En date du 24 juillet dernier, l’éditorial du Nouvel Observateur ose renvoyer les protagonistes israéliens et palestiniens dos à dos : « si le droit de riposte se révèle trop supérieur aux provocations de l’agresseur, alors celui qui l’exerce et celui qui le subit ne valent pas mieux l’un que l’autre ». Outre le style clafouti aux cerises, cette métaphysique de pacotille défie non seulement les lois de la pesanteur mais surtout elle dénie au réel sa vraie configuration, celle d’une guerre asymétrique opposant l’une des armées les plus modernes du monde à un mouvement de guérilla immergé dans une population civile à très forte densité, l’une des plus importantes au monde… Inutile d’avoir lu Clausewitz pour, à minima, décrire l’évolution fatale de cette sale guerre : une majorité de victimes civiles dont de nombreux enfants, femmes et habitants des lieux. De l’embargo qui a transformé Gaza en prison à ciel ouvert, du captage israélien des nappes phréatiques qui a transformé Gaza en décharge publique, de la construction de nouvelles colonies qui se poursuit à un rythme effréné alors qu’on ne dénombre pas moins de 180 000 logements vides en Israël, des outrages quotidiens d’une occupation militaire qui a instauré dans cette région un véritable apartheid… pas un mot !

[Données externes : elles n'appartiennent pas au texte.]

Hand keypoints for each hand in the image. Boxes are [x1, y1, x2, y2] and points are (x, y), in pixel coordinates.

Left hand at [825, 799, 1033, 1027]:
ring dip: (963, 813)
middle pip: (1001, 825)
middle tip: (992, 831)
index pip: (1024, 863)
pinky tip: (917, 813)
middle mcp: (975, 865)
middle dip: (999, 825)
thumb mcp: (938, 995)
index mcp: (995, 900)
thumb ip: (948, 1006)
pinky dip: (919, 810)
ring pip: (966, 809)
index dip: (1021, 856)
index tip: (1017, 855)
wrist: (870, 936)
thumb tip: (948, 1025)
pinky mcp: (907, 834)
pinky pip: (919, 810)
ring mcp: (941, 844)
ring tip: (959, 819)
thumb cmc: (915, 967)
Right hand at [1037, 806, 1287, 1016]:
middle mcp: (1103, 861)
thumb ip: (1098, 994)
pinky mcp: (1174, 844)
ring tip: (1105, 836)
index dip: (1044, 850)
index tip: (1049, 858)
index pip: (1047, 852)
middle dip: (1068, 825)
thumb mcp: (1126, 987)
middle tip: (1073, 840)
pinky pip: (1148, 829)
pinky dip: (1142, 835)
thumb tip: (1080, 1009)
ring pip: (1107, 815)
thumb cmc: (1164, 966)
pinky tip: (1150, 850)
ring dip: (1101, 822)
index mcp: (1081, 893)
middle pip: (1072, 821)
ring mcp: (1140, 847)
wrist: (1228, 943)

Jean Daniel préfère gloser sur la « riposte proportionnée », la « raison et le cœur » à destination des « juifs et musulmans de France ». Réductrice et inadaptée à cet Orient compliqué où vivent aussi des Arabes chrétiens, des Arméniens, des Druzes, des Kurdes et bien d’autres minorités, cette lecture confessionnelle ne rend pas service à la France et fait honte à ce que fût Le Nouvel Observateur. Il est vrai que, sur le sujet, Jean Daniel a toujours été plutôt gêné affectant un soutien sophistiqué, sinon « progressiste » à ses amis Israéliens, toujours partisan de la « Paix » mais sans jamais aborder les conditions réelles, historiques et politiques de son éventuelle mise en œuvre. A force de vouloir garder les mains blanches, Jean Daniel en perd la perception des doigts et on voit bien qu’avec ses beaux sentiments abstraits et sa belle morale – comme il conclut lui-même -, « il n’y a que la mort qui gagne… »
Dernièrement, sa propre fille Sara, « Grand Reporter » au journal, nous assénait un papier sur l’Irak du même tonneau : « L’homme qui fait trembler le monde » (1). Bigre ! Au fil de cinq pages, Tintinette au pays de l’or noir de nous raconter l’avènement du Califat en Irak par la seule volonté d’un grand méchant loup : Abou Bakr al-Baghdadi, « ce prophète sanguinaire qui a entrepris de redessiner la carte du Moyen-Orient ». Enfin, tout s’éclaire en coupant et recollant Wikipédia ainsi qu’à la vue de sa sale tronche : « cette allure de paysan irakien au visage bouffi et mat, sourcils épais et regard inexpressif… » On passe ici dans le registre « Bichon chez les Nègres » des Mythologies de Roland Barthes qui, dans les années 50 traquait les facéties de Paris Match… Là encore pas un mot de l’alliance des jihadistes de Da’ech avec les anciens baathistes d’Ezzat Ibrahim Al-Duri (l’ancien numéro deux de Saddam), avec les confréries soufies et la confédération des tribus sunnites ; pas un mot du rôle des services turcs, indéfectible soutien des rebellions sunnites de Syrie et d’Irak, pas un mot non plus des bailleurs de fonds saoudiens et qataris de « l’homme qui fait trembler le monde ». En creux, on nous ressert la vieille analyse des monarchies wahhabites : ce qui se passe en Syrie et en Irak aurait été délibérément fabriqué par un autre homme qui fait très peur : Bachar al-Assad. C’est presque aussi bien que du Harry Potter !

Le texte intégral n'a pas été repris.